Program ini ditujukan untuk meningkatkan gizi masyarakat, khususnya kelompok rentan seperti anak-anak, ibu hamil, dan ibu menyusui.
Menteri Dalam Negeri (Mendagri) Tito Karnavian menyatakan bahwa pelaksanaan program ini akan dilakukan secara bertahap sesuai dengan kesiapan daerah.

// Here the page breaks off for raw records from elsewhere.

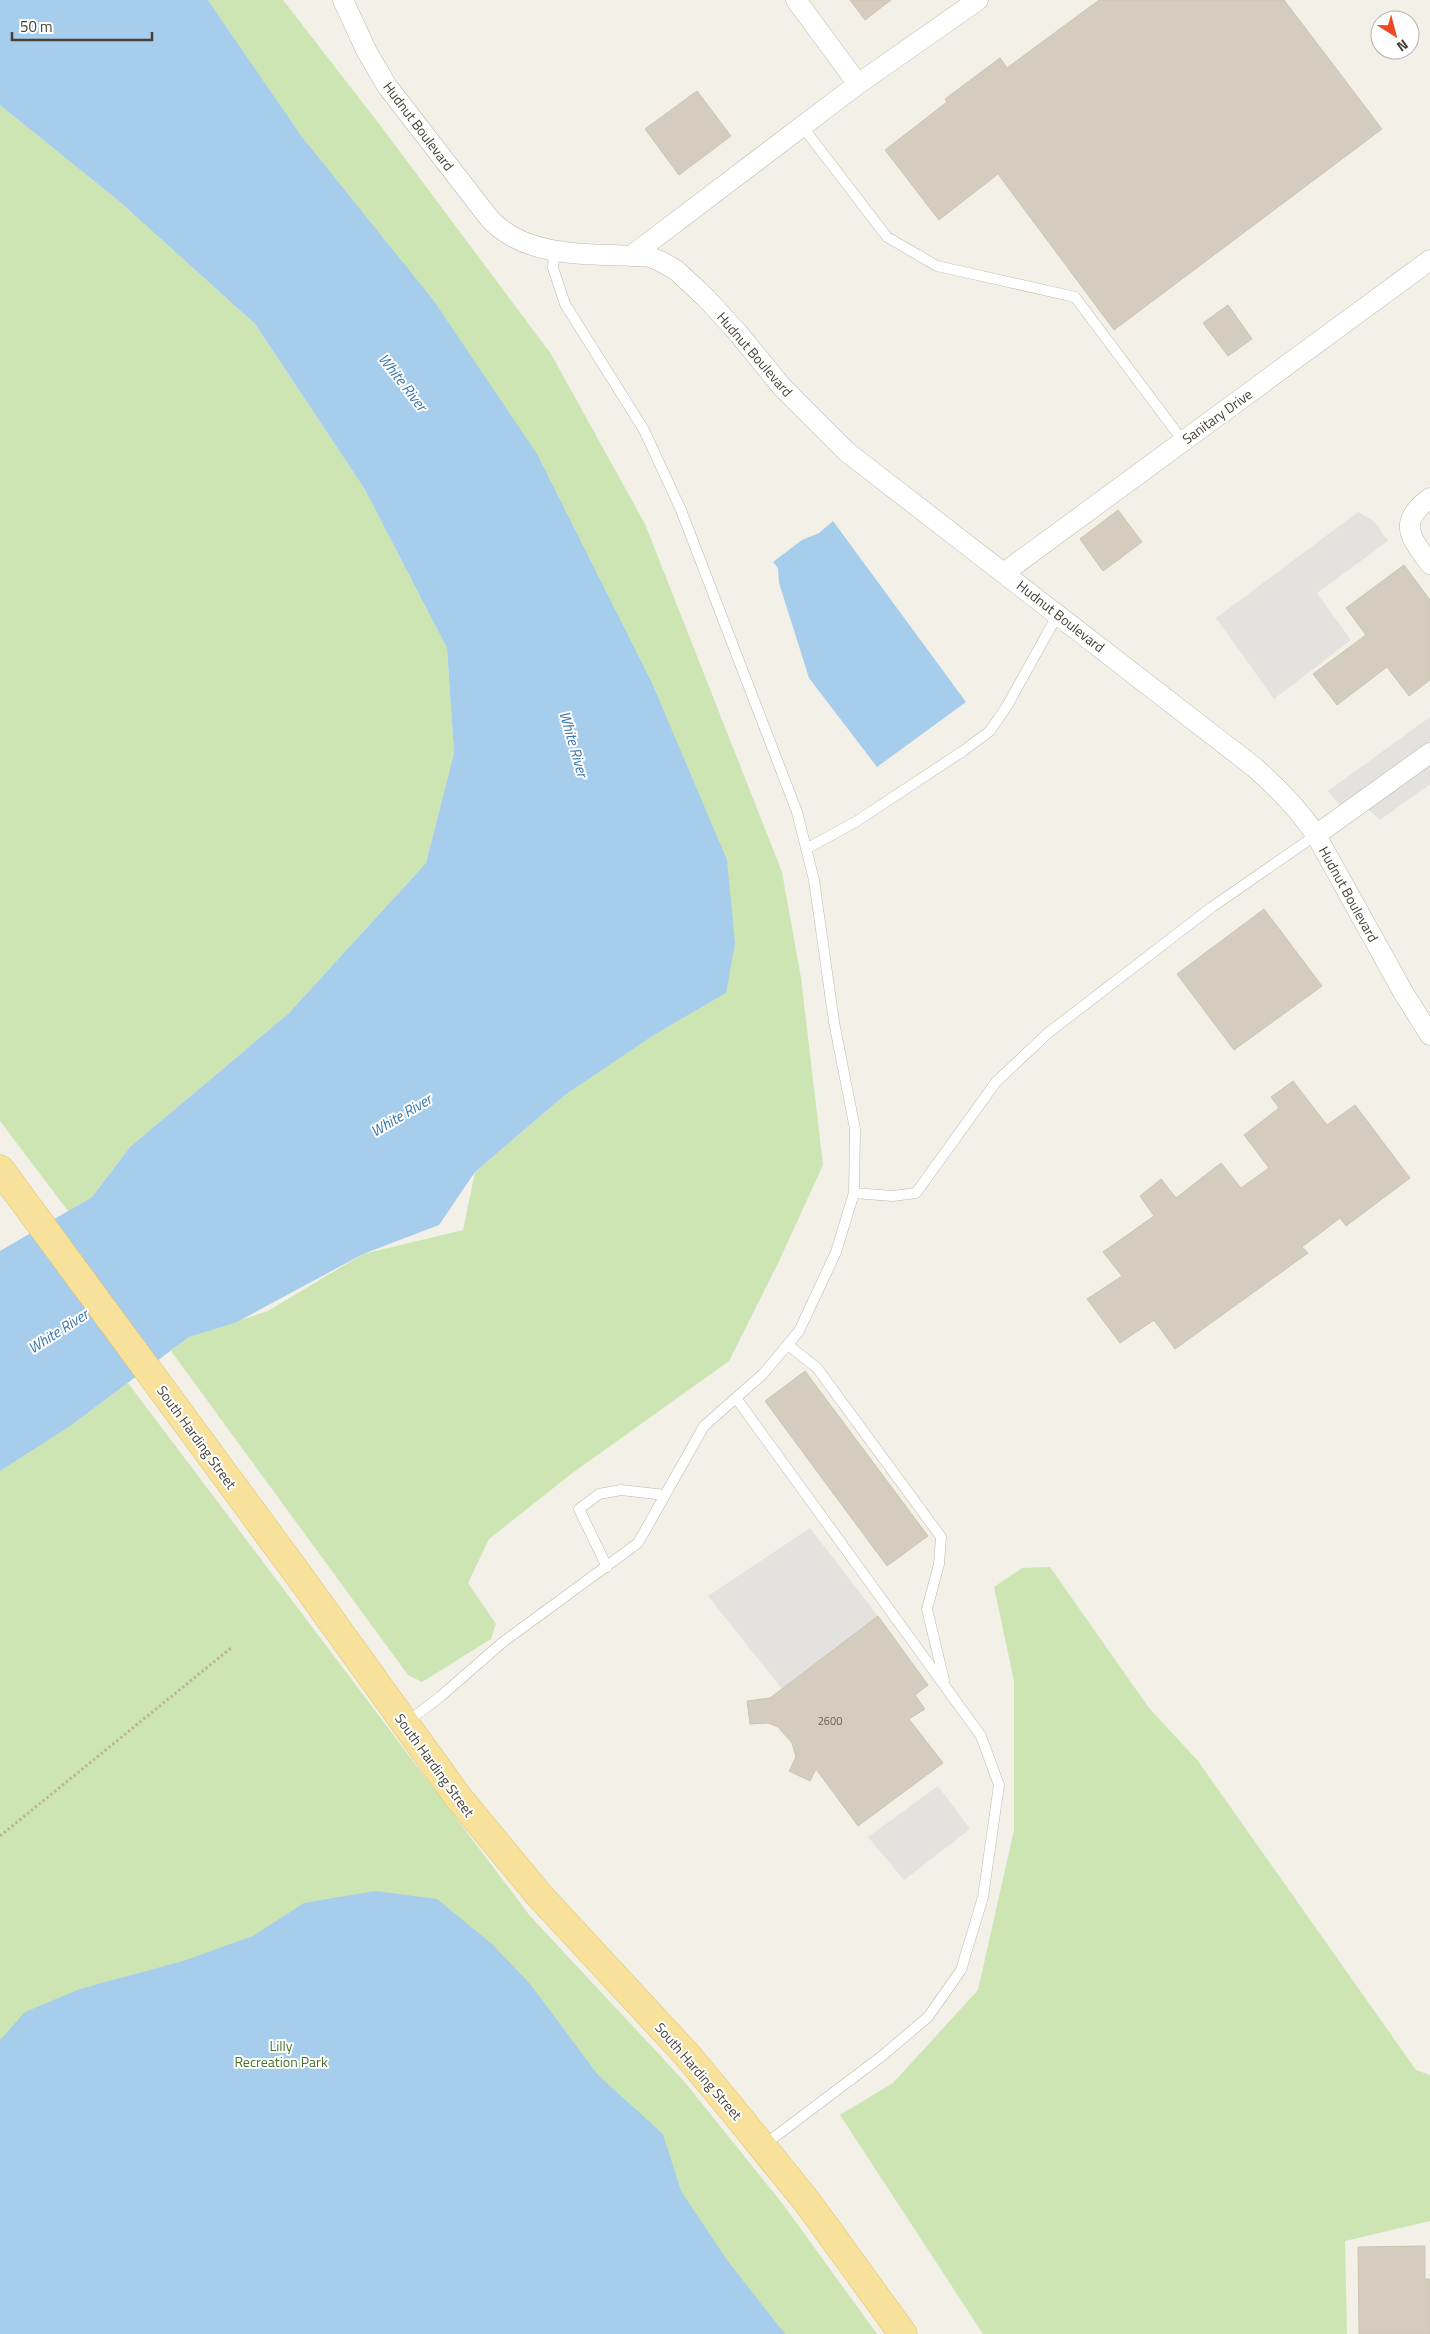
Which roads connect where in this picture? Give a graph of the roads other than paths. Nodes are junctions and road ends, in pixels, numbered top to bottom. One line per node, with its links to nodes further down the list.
1 (343, 0): 6 (street, Hudnut Boulevard)
2 (796, 0): 4 (street)
3 (978, 0): 4 (street)
4 (858, 84): 5 (street)
5 (802, 126): 7 (street); 9 (lane)
6 (554, 251): 7 (street, Hudnut Boulevard); 16 (lane)
7 (631, 256): 12 (street, Hudnut Boulevard)
8 (1430, 260): 9 (street, Sanitary Drive)
9 (1183, 441): 12 (street, Sanitary Drive)
10 (1430, 498): 11 (street)
11 (1430, 564)
12 (1005, 572): 13 (street, Hudnut Boulevard)
13 (1058, 614): 15 (street, Hudnut Boulevard); 16 (lane)
14 (1430, 752): 15 (street)
15 (1316, 835): 17 (street, Hudnut Boulevard); 19 (lane)
16 (806, 849): 19 (lane)
17 (1430, 1035)
18 (0, 1170): 25 (main road, South Harding Street)
19 (854, 1193): 20 (lane)
20 (788, 1344): 21 (lane); 24 (lane)
21 (736, 1398): 22 (lane); 24 (lane)
22 (665, 1495): 23 (lane); 23 (lane)
23 (607, 1567): 25 (lane)
24 (945, 1685): 26 (lane)
25 (405, 1724): 26 (main road, South Harding Street)
26 (763, 2146): 27 (main road, South Harding Street)
27 (902, 2334)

Ia menegaskan bahwa pemerintah pusat akan bekerja sama dengan Badan Gizi Nasional untuk memastikan keberhasilan program ini.
“Saya akan koordinasi dengan Kepala Badan Gizi Nasional (BGN), Pak Dadan Hidayana. Jadi, saya dengar ini akan dilakukan secara bertahap,” ujar Tito kepada media usai melakukan inspeksi mendadak (sidak) di pasar induk Tanah Tinggi, Kota Tangerang, pada Minggu, 5 Januari 2025.
Tito menambahkan bahwa pelaksanaan program ini tidak akan menjadi masalah bagi daerah yang sudah siap secara anggaran.
“Kalau mandiri, saya kira tidak masalah,” ucapnya.
Sementara itu, Kepala Biro Hukum dan Humas Badan Gizi Nasional, Lalu Muhammad Iwan Mahardan, menjelaskan bahwa pada tahap awal, program ini akan menyasar 3 juta penerima manfaat.
“Targetnya tiga juta orang di tahap awal, yang terdiri dari anak-anak, ibu hamil, hingga ibu menyusui,” kata Lalu.
Program MBG diharapkan dapat menjadi langkah signifikan dalam menekan angka kekurangan gizi di Indonesia.
Dengan koordinasi antara pemerintah pusat dan daerah, program ini diharapkan dapat berjalan lancar dan memberikan dampak nyata bagi masyarakat.